▶ [What to work on]: An exact reprint of the whole listing is what the answer must contain.
*** Information given
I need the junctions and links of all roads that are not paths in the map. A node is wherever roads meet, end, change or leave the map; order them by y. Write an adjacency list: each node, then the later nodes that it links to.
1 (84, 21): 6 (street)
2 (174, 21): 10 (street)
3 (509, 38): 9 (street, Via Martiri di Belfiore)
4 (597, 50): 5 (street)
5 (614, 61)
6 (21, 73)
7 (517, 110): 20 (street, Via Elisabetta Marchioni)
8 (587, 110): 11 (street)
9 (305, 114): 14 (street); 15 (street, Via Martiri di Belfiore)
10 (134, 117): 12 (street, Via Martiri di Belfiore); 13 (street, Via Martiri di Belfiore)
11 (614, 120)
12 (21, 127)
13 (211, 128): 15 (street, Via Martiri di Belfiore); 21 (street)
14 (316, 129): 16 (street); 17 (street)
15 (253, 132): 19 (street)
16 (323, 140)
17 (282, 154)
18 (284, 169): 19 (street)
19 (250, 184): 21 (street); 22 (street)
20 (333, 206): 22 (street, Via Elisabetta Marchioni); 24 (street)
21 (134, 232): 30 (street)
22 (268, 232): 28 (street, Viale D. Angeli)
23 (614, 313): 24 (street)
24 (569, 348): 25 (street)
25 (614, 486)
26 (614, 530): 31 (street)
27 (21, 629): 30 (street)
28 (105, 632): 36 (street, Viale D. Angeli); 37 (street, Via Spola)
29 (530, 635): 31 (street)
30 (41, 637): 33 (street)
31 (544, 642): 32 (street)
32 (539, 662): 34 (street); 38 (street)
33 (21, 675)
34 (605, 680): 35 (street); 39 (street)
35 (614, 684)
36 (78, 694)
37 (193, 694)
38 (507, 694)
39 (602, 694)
******
▶ [Expected answer]:
I need the junctions and links of all roads that are not paths in the map. A node is wherever roads meet, end, change or leave the map; order them by y. Write an adjacency list: each node, then the later nodes that it links to.
1 (84, 21): 6 (street)
2 (174, 21): 10 (street)
3 (509, 38): 9 (street, Via Martiri di Belfiore)
4 (597, 50): 5 (street)
5 (614, 61)
6 (21, 73)
7 (517, 110): 20 (street, Via Elisabetta Marchioni)
8 (587, 110): 11 (street)
9 (305, 114): 14 (street); 15 (street, Via Martiri di Belfiore)
10 (134, 117): 12 (street, Via Martiri di Belfiore); 13 (street, Via Martiri di Belfiore)
11 (614, 120)
12 (21, 127)
13 (211, 128): 15 (street, Via Martiri di Belfiore); 21 (street)
14 (316, 129): 16 (street); 17 (street)
15 (253, 132): 19 (street)
16 (323, 140)
17 (282, 154)
18 (284, 169): 19 (street)
19 (250, 184): 21 (street); 22 (street)
20 (333, 206): 22 (street, Via Elisabetta Marchioni); 24 (street)
21 (134, 232): 30 (street)
22 (268, 232): 28 (street, Viale D. Angeli)
23 (614, 313): 24 (street)
24 (569, 348): 25 (street)
25 (614, 486)
26 (614, 530): 31 (street)
27 (21, 629): 30 (street)
28 (105, 632): 36 (street, Viale D. Angeli); 37 (street, Via Spola)
29 (530, 635): 31 (street)
30 (41, 637): 33 (street)
31 (544, 642): 32 (street)
32 (539, 662): 34 (street); 38 (street)
33 (21, 675)
34 (605, 680): 35 (street); 39 (street)
35 (614, 684)
36 (78, 694)
37 (193, 694)
38 (507, 694)
39 (602, 694)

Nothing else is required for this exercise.